Required work: Read through the entries below and return each line with the word "Nellore".

Given entries:
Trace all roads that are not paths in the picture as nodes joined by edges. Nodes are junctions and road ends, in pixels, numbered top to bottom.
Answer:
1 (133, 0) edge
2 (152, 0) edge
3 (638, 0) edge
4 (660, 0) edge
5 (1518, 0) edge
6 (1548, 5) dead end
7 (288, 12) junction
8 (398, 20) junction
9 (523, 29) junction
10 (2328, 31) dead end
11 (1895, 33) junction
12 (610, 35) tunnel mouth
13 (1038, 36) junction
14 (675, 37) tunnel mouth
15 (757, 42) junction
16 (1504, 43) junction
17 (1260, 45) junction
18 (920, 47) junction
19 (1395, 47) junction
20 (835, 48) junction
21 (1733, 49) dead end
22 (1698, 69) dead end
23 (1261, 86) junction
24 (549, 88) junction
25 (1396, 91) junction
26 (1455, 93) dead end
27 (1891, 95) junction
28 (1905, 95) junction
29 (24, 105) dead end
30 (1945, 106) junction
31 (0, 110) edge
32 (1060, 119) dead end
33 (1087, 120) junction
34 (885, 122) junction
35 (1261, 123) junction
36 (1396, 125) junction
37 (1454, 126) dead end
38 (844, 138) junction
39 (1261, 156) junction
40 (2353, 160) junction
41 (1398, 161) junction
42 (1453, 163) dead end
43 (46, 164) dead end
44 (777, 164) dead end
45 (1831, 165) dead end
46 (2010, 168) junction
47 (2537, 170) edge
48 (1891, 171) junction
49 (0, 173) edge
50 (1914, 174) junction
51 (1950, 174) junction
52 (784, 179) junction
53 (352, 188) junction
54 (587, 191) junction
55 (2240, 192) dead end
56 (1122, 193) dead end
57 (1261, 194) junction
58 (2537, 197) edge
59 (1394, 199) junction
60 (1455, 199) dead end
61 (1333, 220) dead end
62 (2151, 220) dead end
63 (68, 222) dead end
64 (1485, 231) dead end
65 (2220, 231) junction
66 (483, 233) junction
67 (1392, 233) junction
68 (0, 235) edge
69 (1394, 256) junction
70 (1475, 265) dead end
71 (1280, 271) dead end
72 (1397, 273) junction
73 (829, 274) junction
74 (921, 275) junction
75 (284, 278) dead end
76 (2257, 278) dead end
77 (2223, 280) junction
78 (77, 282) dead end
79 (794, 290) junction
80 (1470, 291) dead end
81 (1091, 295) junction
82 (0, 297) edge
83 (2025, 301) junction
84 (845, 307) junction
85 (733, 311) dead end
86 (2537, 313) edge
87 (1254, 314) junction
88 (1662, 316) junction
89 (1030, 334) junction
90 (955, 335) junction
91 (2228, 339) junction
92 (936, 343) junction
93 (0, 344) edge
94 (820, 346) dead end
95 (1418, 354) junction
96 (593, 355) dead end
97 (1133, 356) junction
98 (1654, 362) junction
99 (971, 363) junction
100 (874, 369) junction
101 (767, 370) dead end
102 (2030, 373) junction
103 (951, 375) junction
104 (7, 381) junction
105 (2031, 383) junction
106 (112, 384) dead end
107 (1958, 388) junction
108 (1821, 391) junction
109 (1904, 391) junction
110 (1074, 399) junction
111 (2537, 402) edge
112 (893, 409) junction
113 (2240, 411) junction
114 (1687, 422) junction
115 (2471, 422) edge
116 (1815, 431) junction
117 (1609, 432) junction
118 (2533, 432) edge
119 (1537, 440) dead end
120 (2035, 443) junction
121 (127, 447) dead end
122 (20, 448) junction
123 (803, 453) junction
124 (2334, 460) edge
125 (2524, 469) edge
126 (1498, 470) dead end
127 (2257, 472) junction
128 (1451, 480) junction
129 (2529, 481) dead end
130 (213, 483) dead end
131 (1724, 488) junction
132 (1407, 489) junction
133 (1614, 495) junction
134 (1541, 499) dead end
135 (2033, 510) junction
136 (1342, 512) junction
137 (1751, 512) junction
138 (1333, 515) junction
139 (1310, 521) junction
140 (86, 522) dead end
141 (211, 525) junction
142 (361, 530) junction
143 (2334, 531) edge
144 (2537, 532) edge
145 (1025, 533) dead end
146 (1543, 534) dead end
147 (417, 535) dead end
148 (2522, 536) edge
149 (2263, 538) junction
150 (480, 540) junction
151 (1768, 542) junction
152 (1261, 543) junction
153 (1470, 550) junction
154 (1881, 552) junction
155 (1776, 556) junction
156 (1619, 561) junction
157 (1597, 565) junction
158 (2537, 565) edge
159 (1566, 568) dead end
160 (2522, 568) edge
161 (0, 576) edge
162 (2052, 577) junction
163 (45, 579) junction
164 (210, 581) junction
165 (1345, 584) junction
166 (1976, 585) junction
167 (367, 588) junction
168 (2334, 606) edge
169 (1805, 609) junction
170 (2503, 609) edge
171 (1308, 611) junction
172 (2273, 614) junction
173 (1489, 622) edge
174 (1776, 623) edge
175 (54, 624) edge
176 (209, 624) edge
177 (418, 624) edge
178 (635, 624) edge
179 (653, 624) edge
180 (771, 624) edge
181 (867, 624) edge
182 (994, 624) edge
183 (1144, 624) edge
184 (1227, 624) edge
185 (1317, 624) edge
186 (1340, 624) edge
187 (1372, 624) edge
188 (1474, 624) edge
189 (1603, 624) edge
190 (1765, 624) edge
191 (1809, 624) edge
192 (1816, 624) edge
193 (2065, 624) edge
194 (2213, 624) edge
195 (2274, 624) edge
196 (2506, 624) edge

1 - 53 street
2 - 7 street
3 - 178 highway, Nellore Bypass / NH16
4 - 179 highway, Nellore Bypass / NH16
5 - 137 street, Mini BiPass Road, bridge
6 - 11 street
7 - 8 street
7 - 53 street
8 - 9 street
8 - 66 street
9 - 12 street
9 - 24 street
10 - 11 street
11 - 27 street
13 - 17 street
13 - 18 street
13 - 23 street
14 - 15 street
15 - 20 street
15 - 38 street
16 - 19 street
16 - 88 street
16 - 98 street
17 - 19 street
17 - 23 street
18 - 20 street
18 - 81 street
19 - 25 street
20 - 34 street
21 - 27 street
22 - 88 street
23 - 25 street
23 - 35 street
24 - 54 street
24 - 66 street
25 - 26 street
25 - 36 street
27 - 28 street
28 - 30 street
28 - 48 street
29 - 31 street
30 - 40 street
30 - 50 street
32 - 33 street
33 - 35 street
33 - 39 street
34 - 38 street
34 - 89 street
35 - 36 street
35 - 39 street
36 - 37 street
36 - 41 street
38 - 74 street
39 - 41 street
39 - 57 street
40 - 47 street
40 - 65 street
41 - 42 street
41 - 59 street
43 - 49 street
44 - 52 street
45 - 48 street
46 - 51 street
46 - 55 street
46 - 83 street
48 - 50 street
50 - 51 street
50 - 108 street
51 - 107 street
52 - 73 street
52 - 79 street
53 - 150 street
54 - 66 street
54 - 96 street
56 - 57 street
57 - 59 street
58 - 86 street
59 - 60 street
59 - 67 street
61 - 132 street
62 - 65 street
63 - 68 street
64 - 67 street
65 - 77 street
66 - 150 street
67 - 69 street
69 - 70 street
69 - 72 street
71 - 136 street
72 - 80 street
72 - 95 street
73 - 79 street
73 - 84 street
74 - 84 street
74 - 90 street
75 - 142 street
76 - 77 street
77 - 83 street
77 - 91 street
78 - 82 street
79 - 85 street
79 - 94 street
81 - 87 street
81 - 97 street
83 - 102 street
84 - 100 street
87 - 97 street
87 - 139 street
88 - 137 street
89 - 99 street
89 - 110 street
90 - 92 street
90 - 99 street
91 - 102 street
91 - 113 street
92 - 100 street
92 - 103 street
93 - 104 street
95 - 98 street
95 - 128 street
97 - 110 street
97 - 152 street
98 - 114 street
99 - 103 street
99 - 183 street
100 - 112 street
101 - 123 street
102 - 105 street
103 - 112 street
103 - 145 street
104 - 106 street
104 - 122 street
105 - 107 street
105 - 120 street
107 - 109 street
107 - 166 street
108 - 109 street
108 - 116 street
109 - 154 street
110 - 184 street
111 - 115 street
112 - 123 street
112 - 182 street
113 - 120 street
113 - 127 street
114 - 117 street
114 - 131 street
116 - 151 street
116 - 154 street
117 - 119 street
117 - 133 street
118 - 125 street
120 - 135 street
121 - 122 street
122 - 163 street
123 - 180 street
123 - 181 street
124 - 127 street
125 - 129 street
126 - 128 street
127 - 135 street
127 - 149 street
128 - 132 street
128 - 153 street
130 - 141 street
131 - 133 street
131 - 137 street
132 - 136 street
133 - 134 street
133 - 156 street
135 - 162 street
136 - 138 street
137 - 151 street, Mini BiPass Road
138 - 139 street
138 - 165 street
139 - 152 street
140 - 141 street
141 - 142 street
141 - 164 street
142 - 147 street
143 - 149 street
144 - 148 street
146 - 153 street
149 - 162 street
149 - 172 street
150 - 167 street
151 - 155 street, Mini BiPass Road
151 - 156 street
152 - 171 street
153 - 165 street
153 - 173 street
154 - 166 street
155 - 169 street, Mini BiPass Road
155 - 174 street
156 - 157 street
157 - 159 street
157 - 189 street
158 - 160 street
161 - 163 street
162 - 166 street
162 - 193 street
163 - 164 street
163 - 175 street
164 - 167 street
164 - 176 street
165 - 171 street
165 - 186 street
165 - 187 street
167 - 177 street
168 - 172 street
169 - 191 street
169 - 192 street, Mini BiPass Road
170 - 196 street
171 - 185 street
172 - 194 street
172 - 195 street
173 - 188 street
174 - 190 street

Output:
3 - 178 highway, Nellore Bypass / NH16
4 - 179 highway, Nellore Bypass / NH16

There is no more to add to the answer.